Reply Sat 25 Oct, 2003 11:08 am
Joint operation
Friday October 24, 2003 - The Guardian UK
Under pressure from both Berlin and the Hague, Dutch coffee shop culture is under threat, writes Andrew Osborn

A thick pall of sweet-smelling hashish has hung over the Netherlands since the first "coffee shop" opened its doors in 1972.
Since then, the country's famously relaxed drug laws have attracted droves of weed lovers from across the globe and earned the country a sometimes controversial reputation for unparalleled liberality.

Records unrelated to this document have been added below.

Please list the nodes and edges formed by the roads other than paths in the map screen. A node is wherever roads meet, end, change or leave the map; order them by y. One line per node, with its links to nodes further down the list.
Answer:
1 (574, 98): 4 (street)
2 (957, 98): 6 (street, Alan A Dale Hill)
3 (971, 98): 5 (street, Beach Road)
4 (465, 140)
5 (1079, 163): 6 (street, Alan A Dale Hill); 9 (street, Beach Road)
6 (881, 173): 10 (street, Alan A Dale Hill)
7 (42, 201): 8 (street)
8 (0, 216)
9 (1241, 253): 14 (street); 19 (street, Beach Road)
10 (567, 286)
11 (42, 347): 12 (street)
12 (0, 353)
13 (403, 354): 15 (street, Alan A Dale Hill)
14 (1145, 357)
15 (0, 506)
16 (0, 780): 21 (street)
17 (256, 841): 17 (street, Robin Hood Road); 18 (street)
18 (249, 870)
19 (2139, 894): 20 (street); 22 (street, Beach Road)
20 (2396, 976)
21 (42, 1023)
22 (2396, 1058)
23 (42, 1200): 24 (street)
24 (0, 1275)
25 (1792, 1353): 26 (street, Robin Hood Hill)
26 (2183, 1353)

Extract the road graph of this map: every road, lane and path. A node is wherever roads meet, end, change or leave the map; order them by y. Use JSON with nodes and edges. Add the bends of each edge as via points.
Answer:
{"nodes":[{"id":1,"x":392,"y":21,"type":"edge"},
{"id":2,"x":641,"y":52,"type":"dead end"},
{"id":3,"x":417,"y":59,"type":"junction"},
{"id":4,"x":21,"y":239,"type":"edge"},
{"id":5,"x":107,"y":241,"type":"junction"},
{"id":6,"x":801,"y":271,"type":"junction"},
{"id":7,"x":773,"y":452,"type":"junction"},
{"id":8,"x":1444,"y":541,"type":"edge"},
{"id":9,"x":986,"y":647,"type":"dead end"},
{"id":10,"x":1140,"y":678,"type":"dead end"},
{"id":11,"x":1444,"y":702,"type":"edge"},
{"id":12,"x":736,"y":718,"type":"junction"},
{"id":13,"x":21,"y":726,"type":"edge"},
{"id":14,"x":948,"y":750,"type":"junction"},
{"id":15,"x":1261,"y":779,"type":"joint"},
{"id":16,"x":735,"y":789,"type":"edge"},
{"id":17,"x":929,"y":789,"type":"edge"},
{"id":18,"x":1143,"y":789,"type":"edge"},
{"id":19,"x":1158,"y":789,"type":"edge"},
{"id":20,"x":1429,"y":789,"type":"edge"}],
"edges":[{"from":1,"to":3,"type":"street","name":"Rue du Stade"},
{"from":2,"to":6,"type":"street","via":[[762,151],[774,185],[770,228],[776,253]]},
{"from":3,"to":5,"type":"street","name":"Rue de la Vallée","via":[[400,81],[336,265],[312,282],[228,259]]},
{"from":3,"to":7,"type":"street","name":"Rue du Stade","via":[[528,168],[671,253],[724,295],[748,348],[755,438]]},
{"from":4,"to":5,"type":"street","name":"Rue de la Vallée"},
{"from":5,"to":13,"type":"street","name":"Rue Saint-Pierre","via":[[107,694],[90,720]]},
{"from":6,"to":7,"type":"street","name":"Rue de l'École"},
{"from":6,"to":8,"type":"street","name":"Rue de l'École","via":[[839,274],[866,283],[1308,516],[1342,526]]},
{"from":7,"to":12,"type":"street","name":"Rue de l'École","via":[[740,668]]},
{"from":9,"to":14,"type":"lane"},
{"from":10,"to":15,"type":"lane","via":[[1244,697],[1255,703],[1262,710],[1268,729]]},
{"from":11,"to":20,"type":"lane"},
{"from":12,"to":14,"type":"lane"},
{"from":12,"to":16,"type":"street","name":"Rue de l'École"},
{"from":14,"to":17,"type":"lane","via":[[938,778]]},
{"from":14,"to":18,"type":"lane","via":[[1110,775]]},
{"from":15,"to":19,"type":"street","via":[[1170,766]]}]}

At its peak in 1997 the country's network of coffee shops ran to almost 1,200 cafes where anyone over 18 could exercise their legal right to buy up to five grams (a sixth of an ounce) of marijuana at a time. But thirty years later, the novelty appears to have worn off and the increasingly conservative Dutch authorities are drawing up plans to turn back the clock.

With the conservative Christian Democrat party holding sway in the latest three-party coalition and the Labour party consigned to opposition, the country's traditionally liberal approach towards drugs are up for review.

This week the Dutch public got a foretaste of exactly how the government is planning to sweep aside decades of tolerance, when justice minister Piet Hein Donner publicly outlined plans to allow only Dutch citizens to visit coffee shops.

In a move designed to tackle the perceived scourge of drug tourists, he said that coffee shop customers should be asked to show their passport and prove that they live locally before being served.

Concerned too about the prevalence of hard drugs in the Netherlands, he threatened to withdraw the landing rights of any airline regularly found to be transporting drug smugglers from former colonies such as the Antilles and Surinam.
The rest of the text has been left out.